When we compare the power draw of our seven GeForce GTX 670s, their differences are a few watts at most, except for under load. This variation is most likely traceable to the design of the DC-DC converters and use of non-reference cooling fans, rather than core components like the GPU and memory modules.
We haven't seen AMD bring down the power consumption of its Radeon cards during Blu-ray movie playback yet, and, during gaming, the Kepler-based cards are more efficient as well.
When we look at power measurements other than those our stress test generates, an interesting picture emerges.
The Radeon HD 7950's average power consumption isn’t bad at all, even if it achieves lower performance. If this card was overclocked to approach the GeForce GTX 670's performance, its efficiency would plummet. With that said, the GeForce GTX 670 and 680 only win efficiency victories when we stress all cards as hard as possible.

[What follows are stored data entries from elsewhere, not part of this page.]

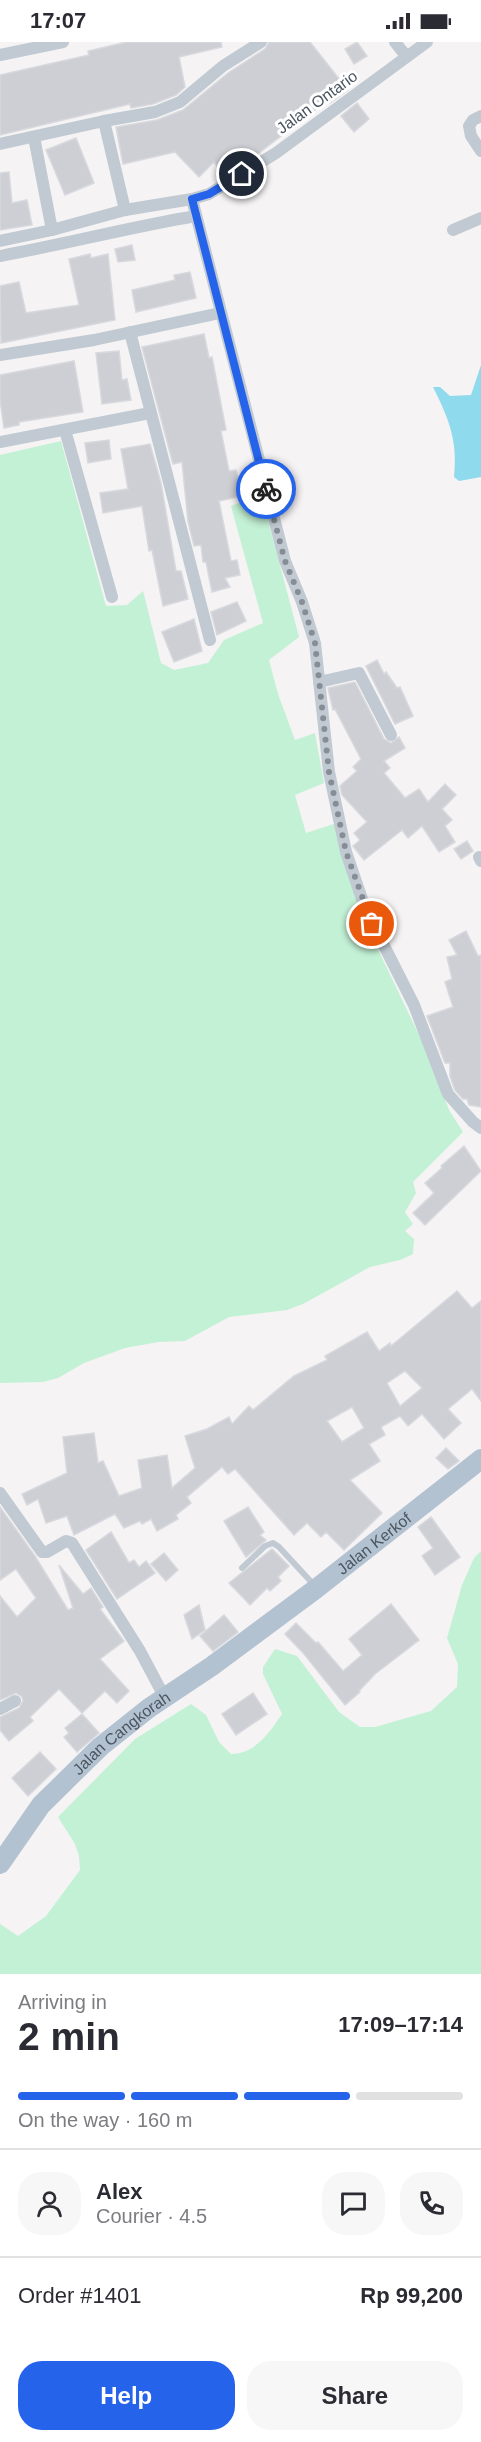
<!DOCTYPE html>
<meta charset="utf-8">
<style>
:root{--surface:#fff;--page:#f7f7f7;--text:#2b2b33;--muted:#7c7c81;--line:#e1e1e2;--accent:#2563eb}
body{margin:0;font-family:Arial,sans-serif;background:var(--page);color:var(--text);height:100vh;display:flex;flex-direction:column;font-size:22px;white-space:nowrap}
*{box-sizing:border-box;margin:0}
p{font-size:20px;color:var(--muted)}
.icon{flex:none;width:33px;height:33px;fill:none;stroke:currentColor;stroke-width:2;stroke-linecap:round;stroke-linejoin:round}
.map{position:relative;height:1932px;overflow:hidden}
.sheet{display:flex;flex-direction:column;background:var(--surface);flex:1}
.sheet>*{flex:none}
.pin{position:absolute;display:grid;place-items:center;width:51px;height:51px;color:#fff;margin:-26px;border:3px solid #fff;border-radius:50%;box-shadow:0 2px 6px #0007}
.courier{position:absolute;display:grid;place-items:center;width:60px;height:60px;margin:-30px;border:4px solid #2563eb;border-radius:50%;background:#fff;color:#222;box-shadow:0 2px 8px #0007}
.overview em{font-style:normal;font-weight:700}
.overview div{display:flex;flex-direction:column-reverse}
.overview{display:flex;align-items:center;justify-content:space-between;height:102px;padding:0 18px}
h1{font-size:39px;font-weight:700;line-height:45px}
.bar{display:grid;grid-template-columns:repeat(4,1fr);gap:9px 6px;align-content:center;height:72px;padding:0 18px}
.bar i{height:8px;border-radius:4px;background:var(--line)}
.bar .selected{background:var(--accent)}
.bar p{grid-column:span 4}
.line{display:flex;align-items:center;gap:15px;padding:0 18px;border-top:2px solid var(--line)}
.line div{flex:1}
.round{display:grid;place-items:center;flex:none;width:63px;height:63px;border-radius:24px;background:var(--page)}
.action{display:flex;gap:12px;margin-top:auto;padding:12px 18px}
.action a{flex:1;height:69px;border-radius:24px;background:var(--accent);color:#fff;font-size:24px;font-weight:700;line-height:69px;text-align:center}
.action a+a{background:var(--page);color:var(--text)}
.status{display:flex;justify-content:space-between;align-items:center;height:42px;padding:0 30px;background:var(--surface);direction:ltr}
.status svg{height:16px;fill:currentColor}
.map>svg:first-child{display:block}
.green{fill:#c3f1d5}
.water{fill:#90daee}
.building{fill:#cdcfd5;stroke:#d7d9de;stroke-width:1.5;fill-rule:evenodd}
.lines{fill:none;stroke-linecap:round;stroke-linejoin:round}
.service{stroke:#c1cad2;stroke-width:6}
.minor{stroke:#c1cad2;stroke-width:12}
.primary{stroke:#b3c2d1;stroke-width:20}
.done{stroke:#868d94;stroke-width:6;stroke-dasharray:0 10.8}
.route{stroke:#2563eb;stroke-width:8}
.labels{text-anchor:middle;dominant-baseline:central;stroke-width:6;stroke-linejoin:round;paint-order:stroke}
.street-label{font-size:16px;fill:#4a5661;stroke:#fff}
</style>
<div class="status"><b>17:07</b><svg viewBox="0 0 49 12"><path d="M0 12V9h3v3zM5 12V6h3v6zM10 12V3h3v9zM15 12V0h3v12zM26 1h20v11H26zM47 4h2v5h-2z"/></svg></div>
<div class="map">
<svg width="481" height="1932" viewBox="0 0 481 1932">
<rect width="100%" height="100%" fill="#f5f3f3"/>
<g class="green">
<polygon points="61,399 106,564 127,563 143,549 161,621 174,628 208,621 224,598 263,581 231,464 261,452 299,595 269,618 278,652 295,698 315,691 324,741 295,753 306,791 337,781 371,893 431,1018 449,1068 463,1090 413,1140 416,1151 405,1170 413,1182 405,1189 414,1197 413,1212 400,1218 370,1225 303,1262 287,1268 229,1275 185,1299 158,1300 125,1306 84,1321 58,1336 43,1340 0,1341 0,413"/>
<path d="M 481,1509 L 481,1932 L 0,1932 L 0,1882 L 18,1894 L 46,1874 L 80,1828 L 79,1814 L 75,1802 L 58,1775 L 135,1697 L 191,1662 L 206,1673 L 219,1700 L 231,1712 C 254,1713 270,1690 282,1672 L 263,1632 L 263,1625 L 275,1607 L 297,1614 L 339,1670 L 360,1685 L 375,1685 L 431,1669 L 457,1645 L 458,1622 L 447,1596 L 462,1543 L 474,1516 Z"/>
</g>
<path class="water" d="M 481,323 L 481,435 L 459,439 L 454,435 C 458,399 449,377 433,345 L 440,345 L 450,354 L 471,353 Z"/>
<g class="building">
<polygon points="127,0 221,0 222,5 179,15 185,45 176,53 153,62 131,66 130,62 0,93 0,33 89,13 88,9"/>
<polygon points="269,0 310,0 348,48 330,61 328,58 259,111 224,133 214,120 199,135 175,110 123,122 116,85 157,78 183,68 228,31 265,7"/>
<polygon points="357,0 367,14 354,22 345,7"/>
<polygon points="357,61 369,77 354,90 341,74"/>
<polygon points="76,96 94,141 65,153 46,108"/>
<polygon points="9,130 12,161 27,158 32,183 0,188 0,131"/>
<polygon points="132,203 135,218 118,220 115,207"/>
<polygon points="90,212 91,216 108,212 115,278 1,301 0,244 19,240 26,271 79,263 69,217"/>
<polygon points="190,230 196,256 136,270 132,248 175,238 174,233"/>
<polygon points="204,292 209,316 212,315 226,388 221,389 229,429 236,428 242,454 219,459 231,519 237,518 240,533 225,536 230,545 212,550 206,520 203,520 201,503 194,504 188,479 182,420 173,422 142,305"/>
<polygon points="119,309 122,338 127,337 131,358 102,362 96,311"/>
<polygon points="74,319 83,370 19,380 19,383 4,386 0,358 0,333"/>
<polygon points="109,398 111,417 88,421 85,401"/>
<polygon points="150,402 161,441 176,529 181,529 188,557 163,564 152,508 149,509 142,464 103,471 100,451 128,447 121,407"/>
<polygon points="237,560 246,579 217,593 211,570"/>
<polygon points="194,577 202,609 174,620 162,590"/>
<polygon points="377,618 384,632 386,630 397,646 400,645 413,674 395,682 366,624"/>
<polygon points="355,640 384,697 391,701 399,695 405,706 384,719 390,726 384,731 405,756 419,747 428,760 445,742 456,753 442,767 452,778 445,784 455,800 439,810 422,784 408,796 402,788 364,818 353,804 360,798 354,791 367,780 342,753 340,744 357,729 353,725 361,717 335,667 333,668 328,646"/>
<polygon points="467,799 473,809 461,817 454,807"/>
<polygon points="466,889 478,914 481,913 481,1065 469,1063 467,1057 463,1057 455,1048 450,1034 450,1021 445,1021 427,974 453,965 445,940 452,937 447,915 457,913 449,898"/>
<polygon points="464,1104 481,1129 425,1183 413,1171 434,1151 425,1141 442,1126 441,1124"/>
<path d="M 457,1249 L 472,1266 L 481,1259 L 481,1359 L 472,1347 L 448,1367 L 461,1381 L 444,1397 L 422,1372 L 408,1384 L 400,1374 L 381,1385 L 385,1393 L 369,1402 L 380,1419 L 350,1438 L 382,1471 L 344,1508 L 326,1490 L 321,1495 L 307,1481 L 294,1493 L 235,1427 L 228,1432 L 222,1425 L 187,1455 L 191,1461 L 176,1473 L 178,1477 L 157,1489 L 151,1477 L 142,1482 L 140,1479 L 124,1486 L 115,1472 L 74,1493 L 67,1474 L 46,1481 L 38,1457 L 27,1463 L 22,1452 L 67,1431 L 63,1395 L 94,1391 L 98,1421 L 103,1419 L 119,1454 L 142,1446 L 138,1418 L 167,1413 L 172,1446 L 195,1426 L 185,1394 L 207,1387 L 229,1375 L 232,1382 L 249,1364 L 253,1368 L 294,1334 L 327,1318 L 325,1314 L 367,1290 L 379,1309 L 390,1301 L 391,1304 ZM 405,1329 L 422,1346 L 400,1364 L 387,1341 ZM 352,1365 L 364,1386 L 342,1400 L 327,1379 Z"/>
<polygon points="446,1406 459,1419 448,1427 436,1416"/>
<polygon points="0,1465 35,1514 68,1568 73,1566 59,1523 83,1552 91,1546 103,1565 100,1567 124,1599 100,1617 129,1649 117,1661 105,1649 82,1671 59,1647 30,1675 33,1679 9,1699 0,1688 0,1675 19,1666 23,1659 22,1655 16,1651 0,1658 0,1554 17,1575 36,1556 16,1527 0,1538"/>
<polygon points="248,1465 264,1490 260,1493 266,1498 246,1515 224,1479"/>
<polygon points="431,1475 460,1515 435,1533 422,1514 433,1506 418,1485"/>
<polygon points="111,1490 129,1521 134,1518 139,1525 146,1519 155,1531 117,1557 86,1508"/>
<polygon points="272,1507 289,1524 278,1535 281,1539 270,1549 267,1546 250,1563 229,1541"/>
<polygon points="164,1511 178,1528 166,1539 151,1522"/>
<polygon points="391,1562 419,1598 375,1632 359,1649 360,1650 345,1663 304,1612 285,1592 296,1581 316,1601 318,1600 343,1629 362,1613 349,1597"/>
<polygon points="199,1563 205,1588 192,1597 184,1573"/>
<polygon points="224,1573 238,1590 213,1609 200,1594"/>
<polygon points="253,1651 267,1672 236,1693 222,1672"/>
<polygon points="82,1672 99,1691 77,1710 64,1695 69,1691 65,1686"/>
<polygon points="40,1710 56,1727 28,1754 12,1736"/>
</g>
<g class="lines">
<polyline class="service" points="242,1526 265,1504 273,1501 279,1505 315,1544"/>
<g class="minor">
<polyline points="395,0 406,14"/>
<polyline points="0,13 63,0"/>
<polyline points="481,74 473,78 469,84 471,94 481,109"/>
<polyline points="104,79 155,70 180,60 223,24 261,0"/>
<polyline points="34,95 52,188"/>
<polyline points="0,102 104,79 125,168"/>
<polyline points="192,157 285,519 302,560 315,601 329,730 346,810 365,866 414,963 448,1052 473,1080 481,1086"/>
<polyline points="453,188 481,176"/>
<polyline points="0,199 52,188 125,168 192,157 209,152 276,111 427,0"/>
<path d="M 0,214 C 66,202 130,185 196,174"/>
<polyline points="130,290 210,598"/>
<polyline points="0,313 94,298 220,271"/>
<polyline points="65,388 112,555"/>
<polyline points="0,400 150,371"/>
<polyline points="319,640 359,631 391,693"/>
<polyline points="479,815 481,819"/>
<polyline points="0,1451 42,1510 47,1510 66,1499 72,1501 140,1609 165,1656"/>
<polyline points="0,1667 15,1659"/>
</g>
<path class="primary" id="s1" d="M 0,1822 L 41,1763 L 100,1705 L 149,1666 L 212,1624 L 317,1546 L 481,1417"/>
</g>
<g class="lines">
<polyline class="done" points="266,447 285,519 302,560 315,601 329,730 346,810 372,882"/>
<polyline class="route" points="242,132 209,152 192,157 266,447"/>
</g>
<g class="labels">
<g class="street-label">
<text transform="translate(317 60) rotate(-36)">Jalan Ontario</text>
<text stroke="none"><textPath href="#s1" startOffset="496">Jalan Kerkof</textPath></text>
<text stroke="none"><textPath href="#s1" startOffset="180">Jalan Cangkorah</textPath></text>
</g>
</g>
</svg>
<div class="pin" style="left:372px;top:882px;background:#ea580c"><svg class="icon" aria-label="bag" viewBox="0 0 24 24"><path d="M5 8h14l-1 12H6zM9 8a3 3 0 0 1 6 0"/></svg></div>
<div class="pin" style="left:242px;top:132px;background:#1f2937"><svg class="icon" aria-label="home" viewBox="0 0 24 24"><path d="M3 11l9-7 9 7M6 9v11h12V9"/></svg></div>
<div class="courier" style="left:266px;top:447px"><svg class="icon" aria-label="bike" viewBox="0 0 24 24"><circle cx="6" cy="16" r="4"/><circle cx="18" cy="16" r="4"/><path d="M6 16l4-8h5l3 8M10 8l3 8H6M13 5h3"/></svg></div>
</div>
<section class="sheet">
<div class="overview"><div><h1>2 min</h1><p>Arriving in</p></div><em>17:09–17:14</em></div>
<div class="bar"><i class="selected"></i><i class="selected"></i><i class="selected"></i><i></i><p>On the way · 160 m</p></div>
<div class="line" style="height:108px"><a class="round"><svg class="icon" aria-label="person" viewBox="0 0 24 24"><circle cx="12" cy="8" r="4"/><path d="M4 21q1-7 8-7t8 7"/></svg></a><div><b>Alex</b><p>Courier · 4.5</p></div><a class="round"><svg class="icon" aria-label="chat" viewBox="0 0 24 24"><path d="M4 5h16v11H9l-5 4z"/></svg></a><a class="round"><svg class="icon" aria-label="phone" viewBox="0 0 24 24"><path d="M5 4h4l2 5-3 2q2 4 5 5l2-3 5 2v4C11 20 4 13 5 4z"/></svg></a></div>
<div class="line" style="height:78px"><div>Order #1401</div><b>Rp 99,200</b></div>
<div class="action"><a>Help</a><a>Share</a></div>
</section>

And by the way, a GeForce GTX 670 overclocked to its limit draws more power than a GeForce GTX 680 at its stock settings, despite almost equal gaming performance.
Benchmarking a compute workload gives us a much different picture. Under full load, both Kepler-based cards draw much less power than AMD's Tahiti-based solutions. Keep in mind, though, that the GeForce GTX 600-series cards are severely handicapped in compute-oriented tasks compared AMD's boards based on its GCN architecture.
It also becomes quite clear that overclocking the GeForce GTX 670 cards results in disproportionately high power draw compared to the performance gained in our compute test. Zotac's Zotac ZT-60302-10P draws 57 W more than the reference card, approaching a GeForce GTX 680 without attaining the 680's performance.
This also makes us wonder why Zotac uses two six-pin power connectors. In our torture test, the card draws 215 W. Any overclocking beyond that would quickly exceed the connectors’ spec for maximum electrical current.
The most interesting card for compute applications seems to be AMD's Radeon HD 7870, which is even more efficient than the Radeon HD 7950. But our observations about overclocking the GeForce GTX 670 apply here, too: don't go overboard, lest efficiency suffer. With that in mind, the Radeon HD 7950 could be a more efficient choice than the Radeon HD 7970 or any Kepler-based card.
What's The Verdict?
- If bleeding-edge gaming is your passion, the GeForce GTX 670 has an edge. Once Catalyst 12.7 goes live, we think the Radeon HD 7970 becomes a more attractive choice, too.
- If compute-oriented applications are of increasing importance to you, then AMD's Radeon-based cards are your first and only choice at this point. This has taken a back seat for Nvidia on the desktop, and as it tries to protect its Quadro and Tesla portfolios, AMD enjoys a significant advantage.
Nvidia's cards are not as far ahead in efficiency as the stress test might indicate. Apart from Blu-ray playback, which AMD really bungles, the current GCN-based GPUs are better than some forum posts and other reviews allege, even though they do fall short of Kepler.